Critical distinction: container_memory_usage_bytes includes the filesystem page cache. A container reading large files will show high memory “usage” even though the cache can be reclaimed instantly by the kernel. The OOM killer uses working_set_bytes (usage minus inactive file cache), not usage_bytes. If you alert on usage_bytes, you will get false alarms from containers that simply read a lot of files.

Right-Sizing with VPA#

The Vertical Pod Autoscaler (VPA) observes actual resource usage over time and recommends (or automatically applies) request/limit values. Running VPA in recommendation mode is a safe way to identify over-provisioned and under-provisioned containers:

kubectl get vpa -n <ns>
kubectl describe vpa <name> -n <ns>

The recommendation output shows lower bound, target, upper bound, and uncapped target for both CPU and memory. Use the target as a starting point for setting requests.

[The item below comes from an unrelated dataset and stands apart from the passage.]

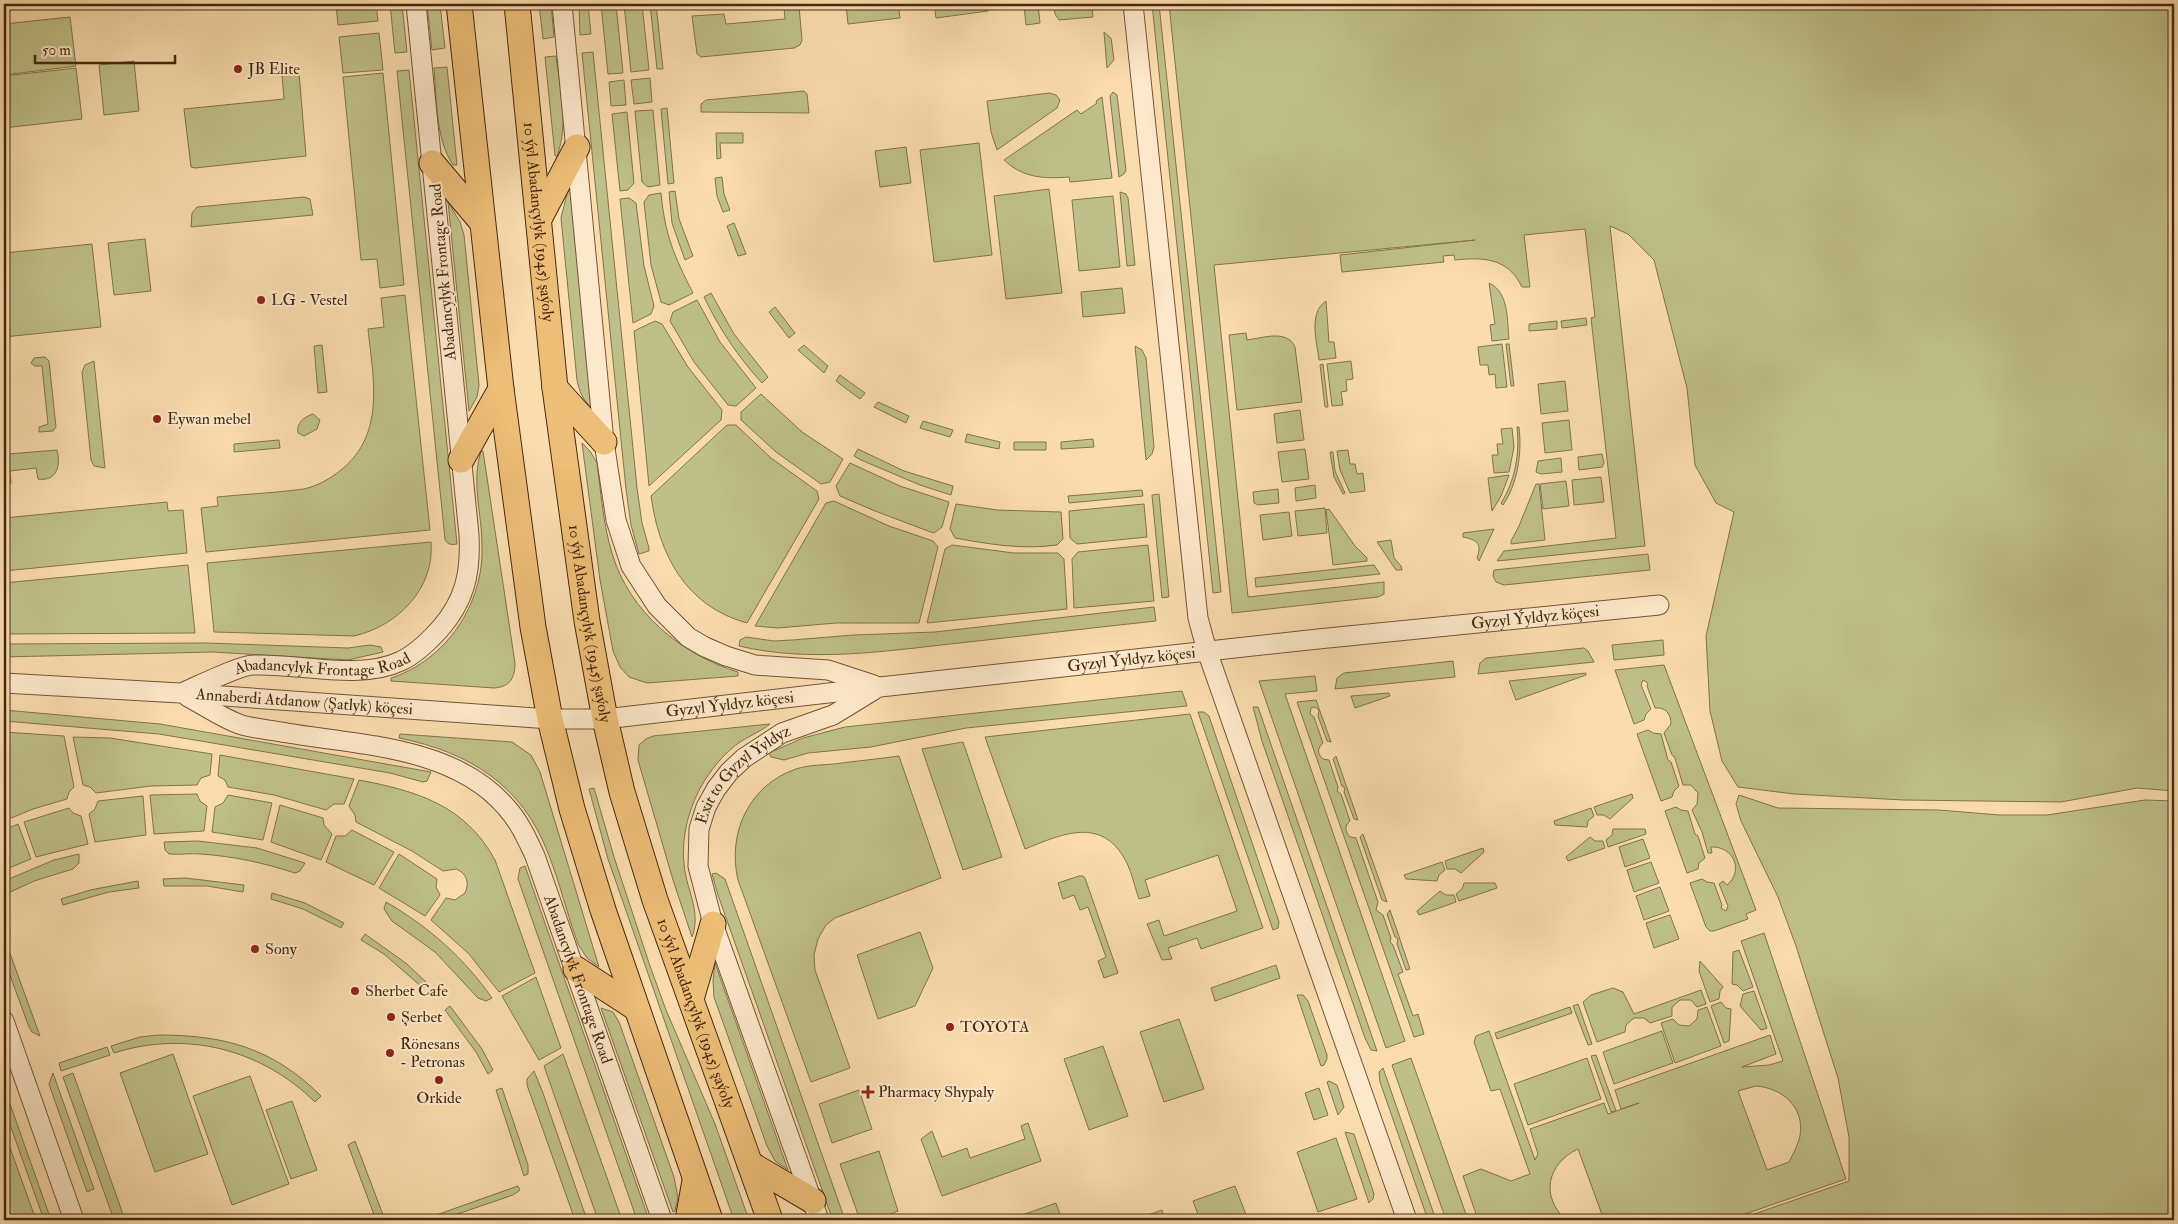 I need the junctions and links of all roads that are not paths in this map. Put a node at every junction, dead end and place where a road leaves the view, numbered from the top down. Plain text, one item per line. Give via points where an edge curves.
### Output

Common Production Gotchas#

CPU throttling with no visible errors. The container appears slow but logs show nothing wrong. CPU throttling does not produce errors – it pauses the process. Check container_cpu_cfs_throttled_seconds_total. The fix is either to increase the CPU limit or remove it entirely and rely on requests for fair scheduling.

Memory usage looks high but no OOM kills. The container_memory_usage_bytes metric includes filesystem cache, which inflates the apparent usage. Check container_memory_working_set_bytes instead. If working set is well below the limit, the container is fine – the kernel will reclaim cache pages as needed.

Pods evicted on a node with “available” resources. Allocatable resources account for reserved capacity and eviction thresholds. If kube-reserved and system-reserved are not configured, the kubelet’s own resource usage competes with pod workloads, and the eviction thresholds kick in before all allocatable memory is consumed. Configure reservations correctly and plan capacity against allocatable, not total.

Resource quota prevents deployments. When a ResourceQuota is active, pods without resource specifications are rejected. If a LimitRange is not configured to inject defaults, deployments that previously worked will start failing as soon as the quota is applied. Always pair ResourceQuotas with LimitRanges.